In October 2006, MEPs voted by 494 votes in favour, 109 against and 18 abstentions to postpone any decision on whether to approve the Community accession to the European Patent Litigation Agreement (EPLA), and called for "significant improvements" to the text.
During the debate on the matter held in Strasbourg in late September, Internal Market Commissioner, Charlie McCreevy advocated the ratification of the Agreement, arguing that it would make the European patent system more effective.
With the Community Patent dossier blocked in the Council for lack of agreement over the language regime, the Commission had put forward the proposal of acceding to the EPLA. The EPLA would introduce a European Patent Court with jurisdiction to deal with infringement concerning European patents. The EC accession to the agreement would therefore allow the Court to rule over patents in all EU Member States.
The majority of the MEPs did not reject the idea of acceding EPLA outright, but stressed their reservations over the present form of the draft text. They revealed that they were particularly concerned about the lack of democratic control over the procedures to grant a patent.
To counter these concerns, MEPs asked for significant revision of the provisions of the Agreement, with regard to democratic control, judicial independence and litigation costs. Moreover, MEPs asked the EP Legal Service to give its advice on the possible overlap between the EPLA and the acquis communautaire.
Delivering its interim conclusions last week, the Legal Service observed that:
"1) The purpose of the Agreement on the establishment of a European patent litigation system ("EPLA") is to set up the European Patent Judiciary to settle litigation concerning the infringement and validity of European patents.
2) Where common rules have been adopted, the Member States of the European Community no longer have the right, acting individually or even collectively, to undertake obligations with non-member countries which affect those rules.
3) Directive 2004/48/EC harmonizes national legislation on the enforcement of intellectual property rights. Not only would EPLA govern matters already dealt with by this Directive, but there are also contradictions between the two instruments on a number of matters.
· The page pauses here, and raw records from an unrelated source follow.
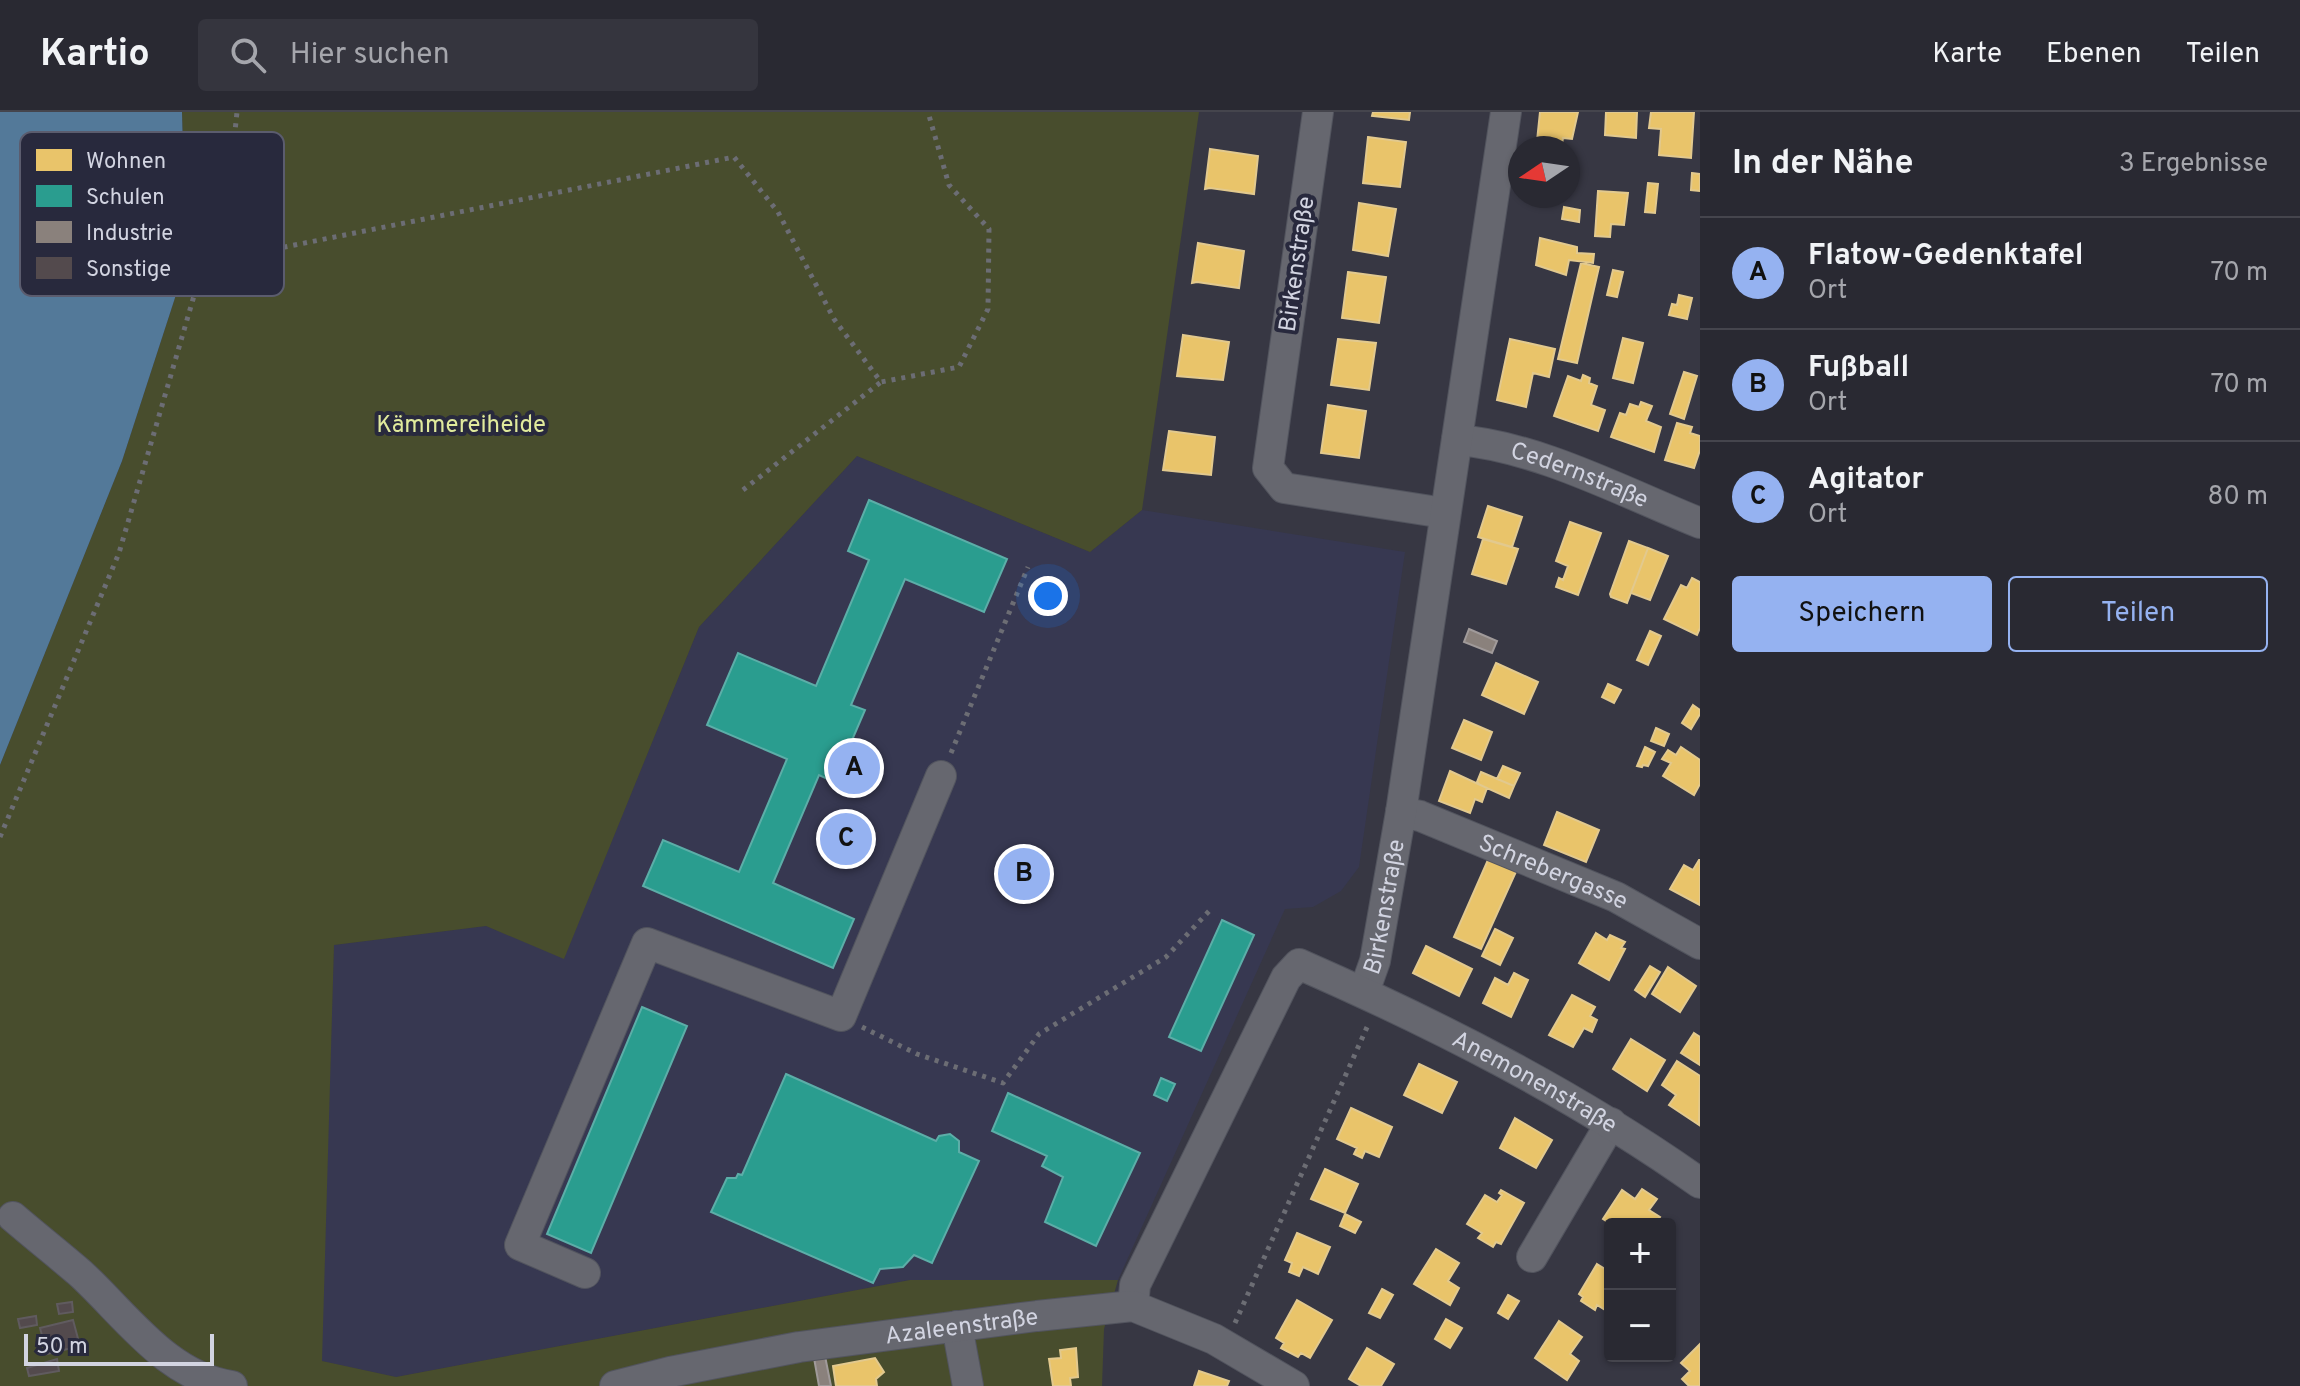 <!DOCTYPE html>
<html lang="de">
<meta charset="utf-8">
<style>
body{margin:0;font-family:Overpass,sans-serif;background:#35353e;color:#f1f3f6}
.controls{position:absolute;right:24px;bottom:24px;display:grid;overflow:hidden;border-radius:8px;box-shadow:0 2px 6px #0004}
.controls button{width:72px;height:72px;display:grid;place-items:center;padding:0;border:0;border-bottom:2px solid #45454d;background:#292932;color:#f1f3f6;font:40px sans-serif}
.compass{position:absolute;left:1508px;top:24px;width:72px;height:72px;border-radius:50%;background:#292932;box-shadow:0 2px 6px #0004;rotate:257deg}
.scale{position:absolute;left:24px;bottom:20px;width:190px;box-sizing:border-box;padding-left:8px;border:4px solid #d2d4e1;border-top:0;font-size:22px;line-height:28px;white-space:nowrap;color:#d2d4e1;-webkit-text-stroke:6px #28293d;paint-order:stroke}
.you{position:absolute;left:1048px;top:484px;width:28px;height:28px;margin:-20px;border:6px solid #fff;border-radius:50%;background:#1a73e8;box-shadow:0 0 0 12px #1a73e833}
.badge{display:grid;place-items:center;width:52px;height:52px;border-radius:50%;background:#95b2f1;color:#111;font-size:26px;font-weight:700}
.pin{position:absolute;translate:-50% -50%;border:4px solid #fff;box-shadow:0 2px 8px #0006}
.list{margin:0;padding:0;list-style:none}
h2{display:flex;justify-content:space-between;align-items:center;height:104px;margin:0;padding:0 32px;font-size:34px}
h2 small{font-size:26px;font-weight:400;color:#a5a6ac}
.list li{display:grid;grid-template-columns:52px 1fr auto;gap:24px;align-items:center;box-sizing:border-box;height:112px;padding:0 32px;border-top:2px solid #45454d}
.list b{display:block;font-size:30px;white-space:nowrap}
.list p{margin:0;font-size:26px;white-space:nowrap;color:#a5a6ac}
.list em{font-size:26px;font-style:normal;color:#a5a6ac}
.actions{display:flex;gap:16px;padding:24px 32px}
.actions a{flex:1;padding:18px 0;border:2px solid #95b2f1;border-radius:8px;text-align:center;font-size:28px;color:#95b2f1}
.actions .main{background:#95b2f1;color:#111}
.icon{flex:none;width:44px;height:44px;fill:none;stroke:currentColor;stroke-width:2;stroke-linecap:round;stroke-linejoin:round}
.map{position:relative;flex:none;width:1700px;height:1274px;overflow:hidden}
header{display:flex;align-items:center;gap:48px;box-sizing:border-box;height:112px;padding:0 40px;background:#292932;border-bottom:2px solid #45454d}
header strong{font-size:38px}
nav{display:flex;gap:44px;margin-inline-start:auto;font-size:28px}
.search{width:560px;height:72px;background:#35353e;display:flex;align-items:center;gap:20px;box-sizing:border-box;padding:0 28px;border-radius:8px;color:#a5a6ac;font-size:30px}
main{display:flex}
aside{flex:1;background:#292932}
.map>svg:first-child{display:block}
.built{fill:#373851}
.green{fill:#484d2d}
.water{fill:#537999}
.homes{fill:#e9c46a;stroke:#e2c98e;stroke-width:2}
.schools{fill:#2a9d8f;stroke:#5caea8;stroke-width:2}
.industry{fill:#8a817c;stroke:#a09a9a;stroke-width:2}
.building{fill:#534a4d;stroke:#605b5f;stroke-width:2}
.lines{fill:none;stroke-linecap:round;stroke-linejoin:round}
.minor-casing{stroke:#52545e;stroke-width:32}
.path{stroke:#6c6d74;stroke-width:5;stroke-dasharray:4 6;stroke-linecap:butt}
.minor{stroke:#66676f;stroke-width:30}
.labels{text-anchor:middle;stroke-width:8;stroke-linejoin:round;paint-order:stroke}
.street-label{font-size:24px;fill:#d2d4e1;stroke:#28293d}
.park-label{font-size:24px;fill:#e0ea9c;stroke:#28293d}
.key{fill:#28293d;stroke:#5b5c6e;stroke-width:2}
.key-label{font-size:22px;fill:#d2d4e1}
</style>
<header>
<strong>Kartio</strong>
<div class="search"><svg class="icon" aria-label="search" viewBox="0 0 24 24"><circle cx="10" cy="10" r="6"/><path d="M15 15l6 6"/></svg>Hier suchen</div>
<nav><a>Karte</a><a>Ebenen</a><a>Teilen</a></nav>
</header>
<main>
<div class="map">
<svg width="1700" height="1274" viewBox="0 0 1700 1274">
<rect width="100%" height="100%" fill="#373743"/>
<!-- built -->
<path class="built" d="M 857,344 L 1090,440 L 1142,398 L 1405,440 L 1359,755 L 1341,779 L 1313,795 L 1285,797 L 1118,1168 L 910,1168 L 396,1265 L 321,1249 L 334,833 L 486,814 L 564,846 L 699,515 Z"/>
<!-- green -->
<path class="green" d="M 182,0 L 1199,0 L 1142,398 L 1090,440 L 857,344 L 699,515 L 564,847 L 486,814 L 334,833 L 322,1249 L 396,1265 L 910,1168 L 1118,1168 L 1104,1217 L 1102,1274 L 0,1274 L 0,653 L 122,349 L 186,152 Z"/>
<!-- water -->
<path class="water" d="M 0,0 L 182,0 L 186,152 L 122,349 L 0,653 Z"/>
<!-- homes -->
<path class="homes" d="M 1373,0 L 1410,0 L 1409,8 L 1372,4 Z
M 1540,0 L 1578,0 L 1572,27 L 1563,26 L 1562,32 L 1537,29 Z
M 1606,0 L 1637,0 L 1636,26 L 1605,23 Z
M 1651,0 L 1694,0 L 1691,46 L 1659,43 L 1661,17 L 1649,16 Z
M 1368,25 L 1406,30 L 1400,75 L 1363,71 Z
M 1210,37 L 1258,44 L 1254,82 L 1210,76 L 1205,77 Z
M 1692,61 L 1700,62 L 1700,79 L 1691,78 Z
M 1648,71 L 1658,72 L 1655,101 L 1645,100 Z
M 1598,79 L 1628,81 L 1624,113 L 1611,112 L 1610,125 L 1595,124 Z
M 1359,91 L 1396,97 L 1388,144 L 1353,138 Z
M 1564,95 L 1580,98 L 1579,110 L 1562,107 Z
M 1540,126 L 1577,135 L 1577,141 L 1594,142 L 1593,151 L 1569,148 L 1566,163 L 1536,153 Z
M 1198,131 L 1244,139 L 1239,176 L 1197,170 L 1192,171 Z
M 1581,151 L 1599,155 L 1577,251 L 1558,247 Z
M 1613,158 L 1623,160 L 1617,185 L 1607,183 Z
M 1348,160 L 1386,165 L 1379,211 L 1342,206 Z
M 1679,183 L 1692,186 L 1687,207 L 1669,203 L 1672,192 L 1677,193 Z
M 1183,223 L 1229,230 L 1223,268 L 1177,264 Z
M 1623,226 L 1643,231 L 1633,271 L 1613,266 Z
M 1338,227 L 1376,231 L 1369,278 L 1331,273 Z
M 1510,227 L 1555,237 L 1549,265 L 1533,261 L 1526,295 L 1497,288 Z
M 1684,260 L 1697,264 L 1684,307 L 1670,302 Z
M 1583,263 L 1590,266 L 1589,271 L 1597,274 L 1591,293 L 1605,298 L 1598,319 L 1554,304 L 1568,264 L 1581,269 Z
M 1641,290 L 1652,294 L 1646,309 L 1661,315 L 1654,340 L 1611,325 L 1620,301 L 1626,303 L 1630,292 L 1639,295 Z
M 1328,293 L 1366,299 L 1359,346 L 1321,341 Z
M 1677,311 L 1692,315 L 1690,321 L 1700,324 L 1700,338 L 1694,356 L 1665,348 Z
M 1169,319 L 1215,325 L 1211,363 L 1163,358 Z
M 1488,394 L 1522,405 L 1512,435 L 1478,425 Z
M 1570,410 L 1601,421 L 1578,483 L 1556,475 L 1559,466 L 1563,468 L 1568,454 L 1556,449 Z
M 1483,427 L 1518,437 L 1506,472 L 1472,462 Z
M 1629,429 L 1648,436 L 1627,491 L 1611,485 L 1610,482 Z
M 1648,436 L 1668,444 L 1650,488 L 1631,481 Z
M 1692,466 L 1700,470 L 1700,516 L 1697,523 L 1664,507 L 1681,473 L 1687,476 Z
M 1650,519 L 1661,524 L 1648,553 L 1637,548 Z
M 1496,551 L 1538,570 L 1524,602 L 1482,583 Z
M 1608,572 L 1621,578 L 1614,591 L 1602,585 Z
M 1693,593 L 1700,598 L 1700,602 L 1691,617 L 1682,611 Z
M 1464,608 L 1492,620 L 1481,648 L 1452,636 Z
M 1656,616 L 1669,622 L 1664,634 L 1651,629 Z
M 1645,635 L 1655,640 L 1648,654 L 1643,653 L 1642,655 L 1637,654 Z
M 1681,635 L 1700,648 L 1700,672 L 1694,683 L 1663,664 L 1671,651 L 1662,647 L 1668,638 L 1676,643 Z
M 1503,654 L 1520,661 L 1514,674 L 1497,667 Z
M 1450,659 L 1487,676 L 1482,690 L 1475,687 L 1470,701 L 1439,689 Z
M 1481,660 L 1514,674 L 1509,686 L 1480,673 L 1477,670 Z
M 1557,700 L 1599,718 L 1586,750 L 1544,733 Z
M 1491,741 L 1519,753 L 1481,837 L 1454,825 Z
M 1699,748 L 1700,748 L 1700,793 L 1670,777 L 1684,753 L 1693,758 Z
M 1495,817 L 1513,826 L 1500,853 L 1482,844 Z
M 1596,821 L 1607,828 L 1610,823 L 1625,830 L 1621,836 L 1625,837 L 1609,868 L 1579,851 Z
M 1426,834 L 1472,857 L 1459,884 L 1413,861 Z
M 1650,854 L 1660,860 L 1645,885 L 1635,878 Z
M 1668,855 L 1696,874 L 1680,900 L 1652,882 Z
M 1514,861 L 1528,868 L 1511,905 L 1483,891 L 1495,866 L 1508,873 Z
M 1572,883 L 1595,895 L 1590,904 L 1597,908 L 1592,920 L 1584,916 L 1573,935 L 1549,923 Z
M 1694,921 L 1700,925 L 1700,953 L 1681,941 Z
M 1631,927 L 1665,948 L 1647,979 L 1613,957 Z
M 1677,949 L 1700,964 L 1699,1013 L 1669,993 L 1676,983 L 1662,973 Z
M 1419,952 L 1457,970 L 1442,1001 L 1404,983 Z
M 1351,996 L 1392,1015 L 1379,1045 L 1365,1039 L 1362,1046 L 1354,1042 L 1357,1036 L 1337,1027 Z
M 1515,1006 L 1552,1028 L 1536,1056 L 1500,1036 Z
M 1325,1057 L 1358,1072 L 1345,1101 L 1311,1087 Z
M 1642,1077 L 1657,1087 L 1649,1098 L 1660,1105 L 1655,1112 L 1611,1112 L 1603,1107 L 1622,1078 L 1635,1087 Z
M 1501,1078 L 1524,1091 L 1501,1132 L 1496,1130 L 1493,1135 L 1478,1126 L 1482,1121 L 1467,1112 L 1485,1083 L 1497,1090 L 1502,1083 L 1499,1081 Z
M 1345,1102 L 1361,1110 L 1355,1121 L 1340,1114 Z
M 1297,1121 L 1330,1135 L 1318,1162 L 1303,1155 L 1299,1164 L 1289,1160 L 1292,1151 L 1285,1148 Z
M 1436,1137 L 1459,1151 L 1448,1169 L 1459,1176 L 1450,1193 L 1414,1172 Z
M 1597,1152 L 1610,1160 L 1610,1201 L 1597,1193 L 1595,1198 L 1581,1189 L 1583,1185 L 1579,1182 Z
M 1382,1177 L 1393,1183 L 1380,1206 L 1369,1201 Z
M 1508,1183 L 1519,1189 L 1508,1207 L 1498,1201 Z
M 1297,1188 L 1332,1208 L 1310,1246 L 1301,1241 L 1298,1245 L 1281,1236 L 1284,1231 L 1276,1226 Z
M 1446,1207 L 1462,1216 L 1450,1236 L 1435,1227 Z
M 1559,1209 L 1582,1225 L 1570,1242 L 1579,1249 L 1567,1268 L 1535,1246 Z
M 1700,1232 L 1700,1274 L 1689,1274 L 1682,1267 L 1690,1259 L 1681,1251 Z
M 1076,1236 L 1078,1265 L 1070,1266 L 1071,1274 L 1053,1274 L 1049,1247 L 1061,1246 L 1060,1238 Z
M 1367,1236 L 1394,1252 L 1381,1274 L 1361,1274 L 1349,1267 Z
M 875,1246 L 884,1260 L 876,1267 L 877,1274 L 836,1274 L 833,1254 Z
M 1199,1259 L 1229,1269 L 1227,1274 L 1194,1274 Z"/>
<!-- schools -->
<path class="schools" d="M 869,388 L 1007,447 L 984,500 L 905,467 L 851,593 L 865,598 L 834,670 L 819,663 L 773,771 L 854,807 L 833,856 L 643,774 L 663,728 L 739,760 L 787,647 L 707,613 L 738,541 L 816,574 L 869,448 L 848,439 Z
M 1222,808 L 1254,823 L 1201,939 L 1169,925 Z
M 642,895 L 687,914 L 591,1141 L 547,1122 Z
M 786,962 L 936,1029 L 939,1024 L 950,1022 L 959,1029 L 959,1040 L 979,1049 L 932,1151 L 914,1143 L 903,1155 L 880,1157 L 873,1171 L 711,1100 L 727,1066 L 736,1066 L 738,1062 L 742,1063 Z
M 1161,966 L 1175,972 L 1167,989 L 1154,983 Z
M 1008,981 L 1140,1041 L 1096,1134 L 1045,1110 L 1063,1065 L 1042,1054 L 1047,1044 L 992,1019 Z"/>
<!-- industry -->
<path class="industry" d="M 1469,517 L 1497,529 L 1492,541 L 1464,530 Z
M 825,1244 L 831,1274 L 819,1274 L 814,1246 Z"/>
<!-- building -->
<path class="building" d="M 72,1190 L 73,1200 L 59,1202 L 57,1192 Z
M 36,1204 L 37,1213 L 20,1216 L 18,1207 Z
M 73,1208 L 80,1234 L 47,1242 L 40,1216 Z
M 57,1247 L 59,1259 L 29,1264 L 27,1256 Z"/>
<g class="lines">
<!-- minor casing -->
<g class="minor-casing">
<g id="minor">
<path d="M 1318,0 L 1268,356 L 1284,376 L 1444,401"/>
<path id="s1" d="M 1457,328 C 1537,334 1625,381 1700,411"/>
<path id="s2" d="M 1401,700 L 1420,704 L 1616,785 L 1700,832"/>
<path id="s3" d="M 1364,880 L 1375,849 L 1401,700 L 1506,0"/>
<path d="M 13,1105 C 35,1124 58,1142 80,1161 C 125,1202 167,1265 232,1274"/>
<path d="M 1532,1145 L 1611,1011"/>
<path d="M 585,1161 L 520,1133 L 647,831 L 841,904 L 941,664"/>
<path id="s4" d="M 1133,1194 L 1135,1173 L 1286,866 L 1299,852 C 1438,913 1576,983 1700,1071"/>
<path d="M 957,1214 L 968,1274"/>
<path id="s5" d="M 615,1274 L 670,1260 L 799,1235 L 1037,1204 L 1133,1194 L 1214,1227 L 1294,1274"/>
</g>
</g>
<!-- path -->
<path class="path" d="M 205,151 L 734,45 L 778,100 L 834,207 L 881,270 L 959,255 L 988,197 L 989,117 L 949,73 L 928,0
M 743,378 L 881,270
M 951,641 L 1028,455
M 0,725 L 119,441 L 231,57 L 237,0
M 862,915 L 917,942 L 1003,971 L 1039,922 L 1166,845 L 1211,797
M 1235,1211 L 1368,913"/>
<!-- minor -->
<use href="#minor" class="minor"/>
</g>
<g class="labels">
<!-- street labels -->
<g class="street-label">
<text transform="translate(1296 152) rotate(-82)" y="8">Birkenstraße</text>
<text dy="8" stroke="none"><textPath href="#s1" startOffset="128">Cedernstraße</textPath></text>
<text dy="8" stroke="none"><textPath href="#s2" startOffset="164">Schrebergasse</textPath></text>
<text dy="8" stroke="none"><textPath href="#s3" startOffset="88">Birkenstraße</textPath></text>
<text dy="8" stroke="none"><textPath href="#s4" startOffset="646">Anemonenstraße</textPath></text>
<text dy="8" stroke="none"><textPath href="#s5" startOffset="352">Azaleenstraße</textPath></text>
</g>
<!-- park labels -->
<g class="park-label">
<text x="461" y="320">Kämmereiheide</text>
</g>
</g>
<!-- legend -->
<rect x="20" y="20" width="264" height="164" rx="12" class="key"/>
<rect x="36" y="37" width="36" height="22" fill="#e9c46a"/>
<rect x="36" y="73" width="36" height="22" fill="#2a9d8f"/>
<rect x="36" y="109" width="36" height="22" fill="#8a817c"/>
<rect x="36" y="145" width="36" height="22" fill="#534a4d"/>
<g class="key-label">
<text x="86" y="56">Wohnen</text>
<text x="86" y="92">Schulen</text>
<text x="86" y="128">Industrie</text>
<text x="86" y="164">Sonstige</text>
</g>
</svg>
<div class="controls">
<button>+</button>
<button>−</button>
</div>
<svg class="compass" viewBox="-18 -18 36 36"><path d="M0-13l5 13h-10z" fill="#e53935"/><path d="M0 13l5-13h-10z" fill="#a5a6ac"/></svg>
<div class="scale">50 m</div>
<div class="you"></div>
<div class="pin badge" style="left:854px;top:656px">A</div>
<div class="pin badge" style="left:1024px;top:762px">B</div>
<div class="pin badge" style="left:846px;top:727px">C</div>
</div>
<aside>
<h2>In der Nähe<small>3 Ergebnisse</small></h2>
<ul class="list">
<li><span class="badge">A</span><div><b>Flatow-Gedenktafel</b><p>Ort</p></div><em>70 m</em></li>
<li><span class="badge">B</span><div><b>Fußball</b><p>Ort</p></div><em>70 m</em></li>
<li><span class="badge">C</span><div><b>Agitator</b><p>Ort</p></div><em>80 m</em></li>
</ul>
<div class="actions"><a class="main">Speichern</a><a>Teilen</a></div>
</aside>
</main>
4) EPLA aims to lay down rules in certain areas governed by Regulation 44/200 I concerning jurisdiction and the recognition and enforcement of judgements. Notwithstanding the specific provisions of EPLA governing its relations with that Regulation, the conclusion of EPLA would affect the uniform and consistent application of the Community rules on jurisdiction and the recognition and the enforcement of judgements in civil and commercial matters.
5) Compliance with Article 98 of EPLA would prima facie constitute a breach of Article 292 EC Treaty.
6) It follows that the Community's competence is exclusive for the matters governed by EPLA and Member States therefore are not entitled on their own to conclude that Agreement.".